Non-Equilibrium Manifold Distance for Open Quantum Systems

Fang et al. (2024) introduced manifold distance as a universal metric for topological phase transitions using fidelity and trace distance, but acknowledged limitations for non-lattice or open systems. This research would generalize their approach to Lindblad master equations, incorporating dissipative dynamics into the manifold distance calculation. Unlike their ground-state-focused method, we'd track steady-state density matrices under decoherence, revealing how topological invariants evolve when coupled to environments. This bridges the gap between their equilibrium framework and Chen & Grover's (2024) work on mixed-state topological transitions, potentially identifying new universality classes in non-Hermitian settings.

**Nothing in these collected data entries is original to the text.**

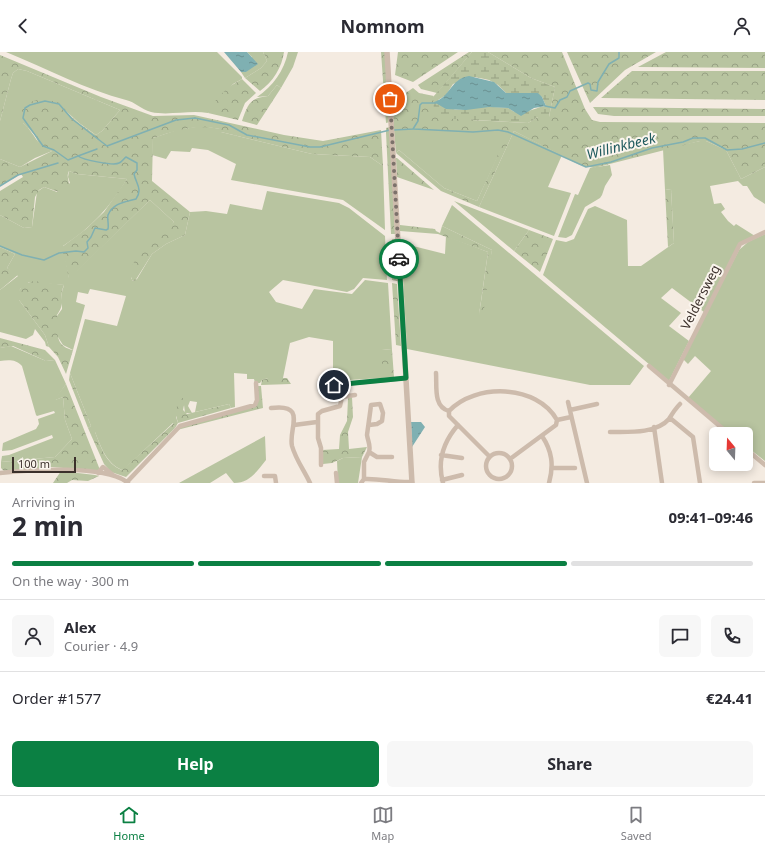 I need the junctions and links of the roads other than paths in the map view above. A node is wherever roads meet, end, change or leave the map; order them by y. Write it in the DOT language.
graph roads {
  1 [pos="387,52"];
  2 [pos="765,232"];
  3 [pos="649,366"];
  4 [pos="436,373"];
  5 [pos="406,378"];
  6 [pos="256,383"];
  7 [pos="334,385"];
  8 [pos="669,385"];
  9 [pos="355,395"];
  10 [pos="568,402"];
  11 [pos="597,404"];
  12 [pos="680,404"];
  13 [pos="271,408"];
  14 [pos="570,410"];
  15 [pos="449,411"];
  16 [pos="571,417"];
  17 [pos="670,418"];
  18 [pos="557,420"];
  19 [pos="317,422"];
  20 [pos="294,425"];
  21 [pos="369,425"];
  22 [pos="458,425"];
  23 [pos="654,427"];
  24 [pos="720,427"];
  25 [pos="610,432"];
  26 [pos="542,436"];
  27 [pos="368,452"];
  28 [pos="442,455"];
  29 [pos="753,455"];
  30 [pos="489,456"];
  31 [pos="392,457"];
  32 [pos="462,458"];
  33 [pos="510,459"];
  34 [pos="765,464"];
  35 [pos="321,465"];
  36 [pos="553,468"];
  37 [pos="575,468"];
  38 [pos="0,473"];
  39 [pos="98,473"];
  40 [pos="336,473"];
  41 [pos="113,475"];
  42 [pos="462,475"];
  43 [pos="264,476"];
  44 [pos="363,481"];
  45 [pos="498,481"];
  46 [pos="127,482"];
  47 [pos="412,482"];
  48 [pos="442,482"];
  49 [pos="276,483"];
  50 [pos="310,483"];
  51 [pos="337,483"];
  52 [pos="549,483"];
  53 [pos="586,483"];
  54 [pos="662,483"];
  55 [pos="700,483"];
  56 [pos="754,483"];
  57 [pos="765,483"];
  1 -- 5 [label="street"];
  2 -- 8 [label="street, Veldersweg"];
  3 -- 8 [label="street"];
  4 -- 15 [label="street"];
  5 -- 7 [label="street"];
  5 -- 47 [label="street"];
  6 -- 46 [label="street"];
  8 -- 24 [label="street"];
  9 -- 19 [label="street"];
  10 -- 14 [label="street"];
  11 -- 14 [label="street"];
  12 -- 17 [label="street"];
  13 -- 20 [label="street"];
  14 -- 16 [label="street"];
  15 -- 18 [label="street"];
  15 -- 22 [label="street"];
  16 -- 18 [label="street"];
  16 -- 53 [label="street"];
  17 -- 23 [label="street"];
  17 -- 55 [label="street"];
  18 -- 26 [label="street"];
  19 -- 20 [label="street"];
  19 -- 35 [label="street"];
  20 -- 50 [label="street"];
  21 -- 21 [label="street"];
  21 -- 27 [label="street"];
  22 -- 28 [label="street"];
  22 -- 30 [label="street"];
  23 -- 25 [label="street"];
  23 -- 54 [label="street"];
  26 -- 33 [label="street"];
  26 -- 36 [label="street"];
  27 -- 31 [label="street"];
  27 -- 44 [label="street"];
  28 -- 32 [label="street"];
  28 -- 48 [label="street"];
  29 -- 34 [label="street"];
  30 -- 33 [label="street"];
  30 -- 45 [label="street"];
  33 -- 45 [label="street"];
  36 -- 37 [label="street"];
  36 -- 52 [label="street"];
  38 -- 39 [label="street"];
  39 -- 41 [label="street"];
  39 -- 41 [label="street"];
  40 -- 51 [label="street"];
  41 -- 46 [label="street"];
  42 -- 48 [label="street"];
  43 -- 49 [label="street"];
  44 -- 47 [label="street"];
  56 -- 57 [label="street"];
} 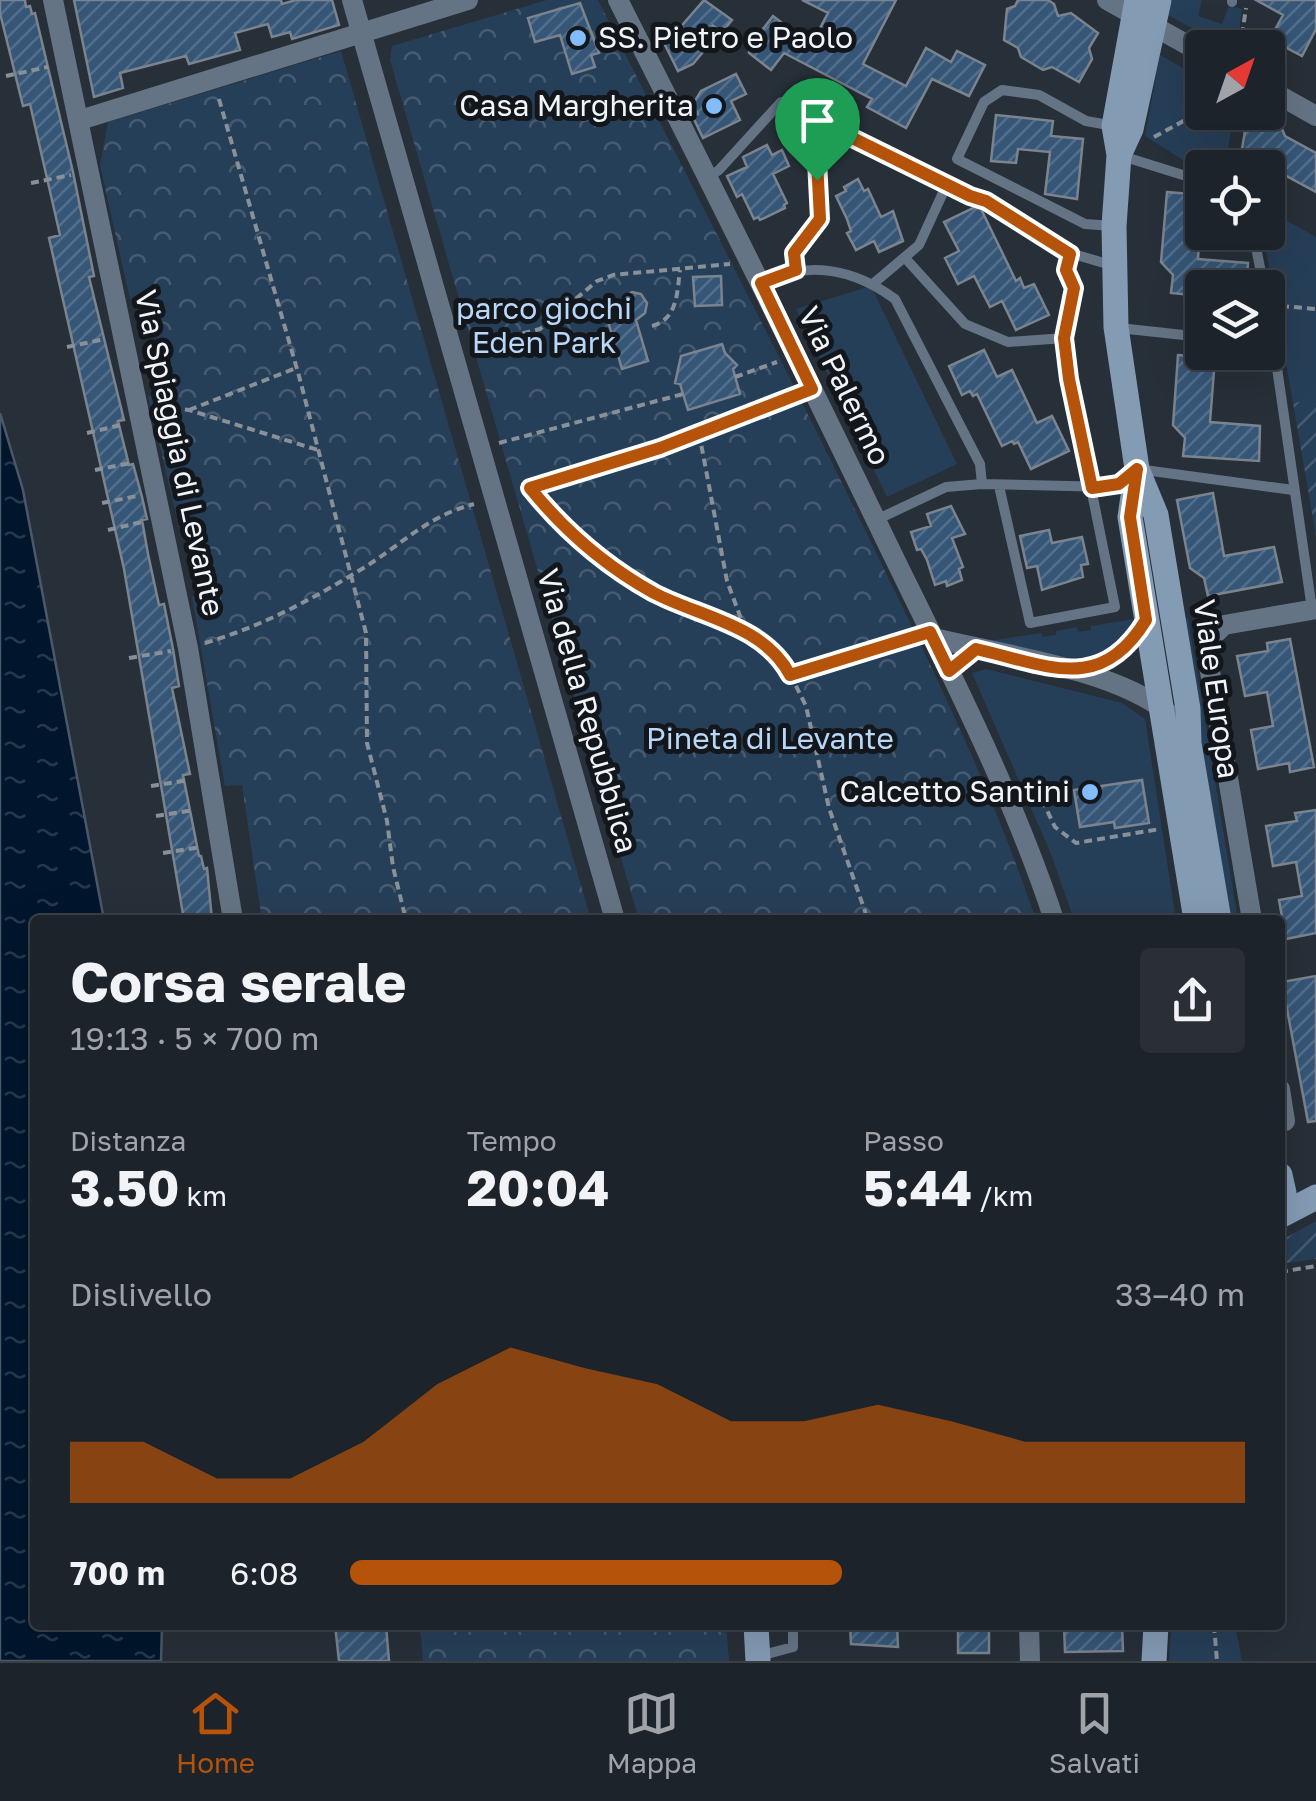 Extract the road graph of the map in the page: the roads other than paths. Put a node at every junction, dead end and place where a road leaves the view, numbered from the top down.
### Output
1 (53, 0) edge
2 (352, 0) edge
3 (468, 0) edge
4 (618, 0) edge
5 (1106, 0) edge
6 (1159, 0) edge
7 (1141, 13) edge
8 (362, 34) junction
9 (1185, 42) edge
10 (1285, 99) edge
11 (1316, 116) edge
12 (80, 120) junction
13 (820, 122) junction
14 (1114, 126) junction
15 (1119, 156) junction
16 (709, 176) junction
17 (1185, 176) edge
18 (946, 184) junction
19 (1114, 226) junction
20 (1070, 254) junction
21 (906, 260) junction
22 (1114, 266) junction
23 (796, 270) junction
24 (761, 283) junction
25 (874, 284) junction
26 (1116, 327) junction
27 (1185, 335) edge
28 (1064, 338) junction
29 (1275, 370) edge
30 (1137, 469) junction
31 (982, 484) junction
32 (999, 486) junction
33 (1092, 488) junction
34 (1293, 490) junction
35 (876, 520) junction
36 (1314, 609) edge
37 (1146, 620) junction
38 (932, 635) junction
39 (976, 649) junction
40 (949, 671) junction
41 (1073, 671) junction
42 (1160, 706) junction
43 (1189, 742) junction
44 (232, 915) edge
45 (614, 915) edge
46 (1052, 915) edge
47 (1195, 915) edge
48 (1218, 915) edge
49 (1251, 915) edge
50 (1285, 1177) edge
51 (1316, 1182) edge
52 (1316, 1197) edge
53 (1285, 1212) edge
54 (756, 1630) edge
55 (792, 1630) edge
56 (1029, 1630) edge
57 (1156, 1630) edge
58 (758, 1659) edge
59 (1030, 1661) edge
60 (1154, 1661) edge

1 - 12 street, Via Spiaggia di Levante
2 - 8 street, Via della Repubblica
3 - 8 street
4 - 16 street, Via Palermo
5 - 7 street
6 - 7 main road, Viale Europa
7 - 9 street
7 - 14 main road, Viale Europa
7 - 15 main road, Viale Europa
8 - 12 street
8 - 45 street, Via della Repubblica
10 - 11 street
12 - 44 street, Via Spiaggia di Levante
13 - 16 lane
13 - 18 lane
13 - 23 lane
14 - 15 main road, Viale Europa
14 - 19 lane
15 - 17 lane
15 - 19 main road, Viale Europa
16 - 24 street, Via Palermo
18 - 20 lane
18 - 21 lane
19 - 22 main road, Viale Europa
20 - 22 lane
20 - 28 lane
21 - 25 lane
21 - 28 lane
22 - 26 main road, Viale Europa
23 - 24 lane
23 - 25 lane
24 - 35 street, Via Palermo
25 - 31 lane
26 - 27 lane
26 - 30 main road, Viale Europa
28 - 33 lane
29 - 34 lane
30 - 33 lane
30 - 34 lane
30 - 37 main road, Viale Europa
30 - 43 main road, Viale Europa
31 - 32 lane
31 - 35 lane
32 - 33 lane
32 - 33 lane
34 - 36 lane
35 - 38 street, Via Palermo
36 - 49 street
37 - 41 street
37 - 42 main road, Viale Europa
38 - 39 street
38 - 40 street, Via Palermo
39 - 40 street
39 - 41 street
40 - 46 street, Via Palermo
41 - 42 street
42 - 43 street
42 - 47 main road, Viale Europa
43 - 48 main road, Viale Europa
50 - 51 main road
52 - 53 main road
54 - 58 main road
55 - 58 lane
56 - 59 street
57 - 60 main road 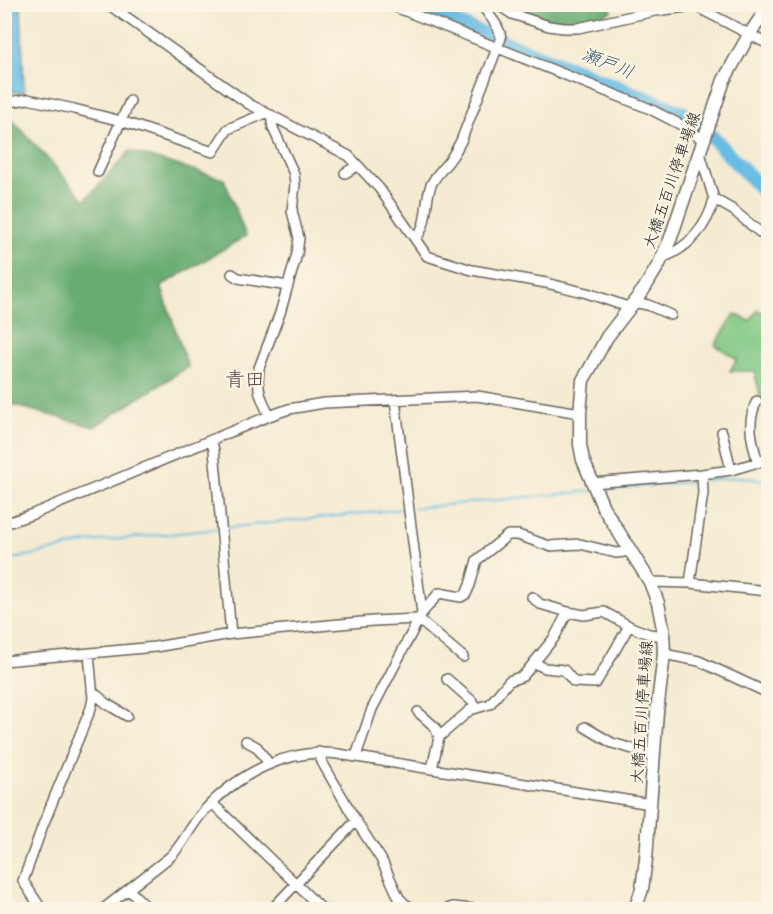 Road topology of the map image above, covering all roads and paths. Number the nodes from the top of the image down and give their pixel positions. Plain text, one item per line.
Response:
1 (108, 4) edge
2 (388, 4) edge
3 (482, 4) edge
4 (497, 4) edge
5 (768, 7) edge
6 (749, 35) junction
7 (499, 43) junction
8 (768, 44) edge
9 (130, 101) dead end
10 (4, 103) edge
11 (268, 114) junction
12 (121, 121) junction
13 (704, 140) junction
14 (357, 166) junction
15 (98, 172) dead end
16 (345, 173) dead end
17 (714, 199) junction
18 (415, 239) junction
19 (768, 239) edge
20 (662, 258) junction
21 (232, 274) dead end
22 (288, 286) junction
23 (630, 305) junction
24 (671, 315) dead end
25 (395, 400) junction
26 (757, 402) dead end
27 (580, 413) junction
28 (269, 416) junction
29 (722, 432) dead end
30 (211, 440) junction
31 (768, 459) edge
32 (758, 463) junction
33 (731, 470) junction
34 (702, 479) junction
35 (594, 488) junction
36 (4, 524) edge
37 (632, 551) junction
38 (650, 582) junction
39 (690, 583) junction
40 (768, 591) edge
41 (532, 597) dead end
42 (568, 612) junction
43 (420, 616) junction
44 (629, 626) junction
45 (231, 634) junction
46 (664, 636) junction
47 (89, 654) junction
48 (664, 654) junction
49 (463, 657) dead end
50 (4, 661) edge
51 (534, 663) junction
52 (447, 679) dead end
53 (92, 691) junction
54 (768, 693) edge
55 (476, 708) junction
56 (418, 712) dead end
57 (126, 716) dead end
58 (585, 727) dead end
59 (440, 737) junction
60 (246, 741) dead end
61 (320, 752) junction
62 (654, 755) junction
63 (356, 756) junction
64 (269, 764) junction
65 (432, 769) junction
66 (212, 803) junction
67 (651, 804) junction
68 (356, 821) junction
69 (296, 884) junction
70 (129, 890) junction
71 (42, 909) edge
72 (102, 909) edge
73 (150, 909) edge
74 (271, 909) edge
75 (323, 909) edge
76 (415, 909) edge
77 (443, 909) edge
78 (484, 909) edge
79 (635, 909) edge

1 - 11 street
2 - 7 street
3 - 7 street
4 - 6 street
5 - 6 main road, 大橋五百川停車場線
6 - 8 street
6 - 13 main road, 大橋五百川停車場線
7 - 13 street
7 - 18 street
9 - 12 street
10 - 12 street
11 - 12 street
11 - 14 street
11 - 22 street
12 - 15 street
13 - 17 street
13 - 20 main road, 大橋五百川停車場線
14 - 16 street
14 - 18 street
17 - 19 street
17 - 20 street
18 - 23 street
20 - 23 main road, 大橋五百川停車場線
21 - 22 street
22 - 28 street
23 - 24 street
23 - 27 main road, 大橋五百川停車場線
25 - 27 street
25 - 28 street
25 - 43 street
26 - 32 street
27 - 35 main road, 大橋五百川停車場線
28 - 30 street
29 - 33 street
30 - 36 street
30 - 45 street
31 - 32 street
32 - 33 street
33 - 34 street
34 - 35 street
34 - 39 street
35 - 37 main road, 大橋五百川停車場線
37 - 38 main road, 大橋五百川停車場線
37 - 43 street
38 - 39 street
38 - 46 main road, 大橋五百川停車場線
39 - 40 street
41 - 42 street
42 - 44 street
42 - 51 street
43 - 45 street
43 - 49 street
43 - 63 street
44 - 46 street
44 - 51 street
45 - 47 street
46 - 48 main road, 大橋五百川停車場線
47 - 50 street
47 - 53 street
48 - 54 street
48 - 62 main road, 大橋五百川停車場線
51 - 55 street
52 - 55 street
53 - 57 street
53 - 71 street
55 - 59 street
56 - 59 street
58 - 62 street
59 - 65 street
60 - 64 street
61 - 63 street
61 - 64 street
61 - 68 street
62 - 67 main road, 大橋五百川停車場線
63 - 65 street
64 - 66 street
65 - 67 street
66 - 69 street
66 - 70 street
67 - 79 main road, 大橋五百川停車場線
68 - 69 street
68 - 76 street
69 - 74 street
69 - 75 street
70 - 72 street
70 - 73 street
77 - 78 street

The innovation lies in adapting quantum information metrics to noisy platforms like superconducting circuits (as in Xue & Hu 2021), enabling experimental validation of topological robustness against realistic imperfections.

References:

1. Distance between two manifolds, topological phase transitions and scaling laws. ZhaoXiang Fang, Ming Gong, Guangcan Guo, Yongxu Fu, Long Xiong (2024).
2. Unconventional topological mixed-state transition and critical phase induced by self-dual coherent errors. Yu-Hsueh Chen, Tarun Grover (2024). Physical review B.
3. Topological Photonics on Superconducting Quantum Circuits with Parametric Couplings. Z. Xue, Yong Hu (2021). Advanced Quantum Technologies.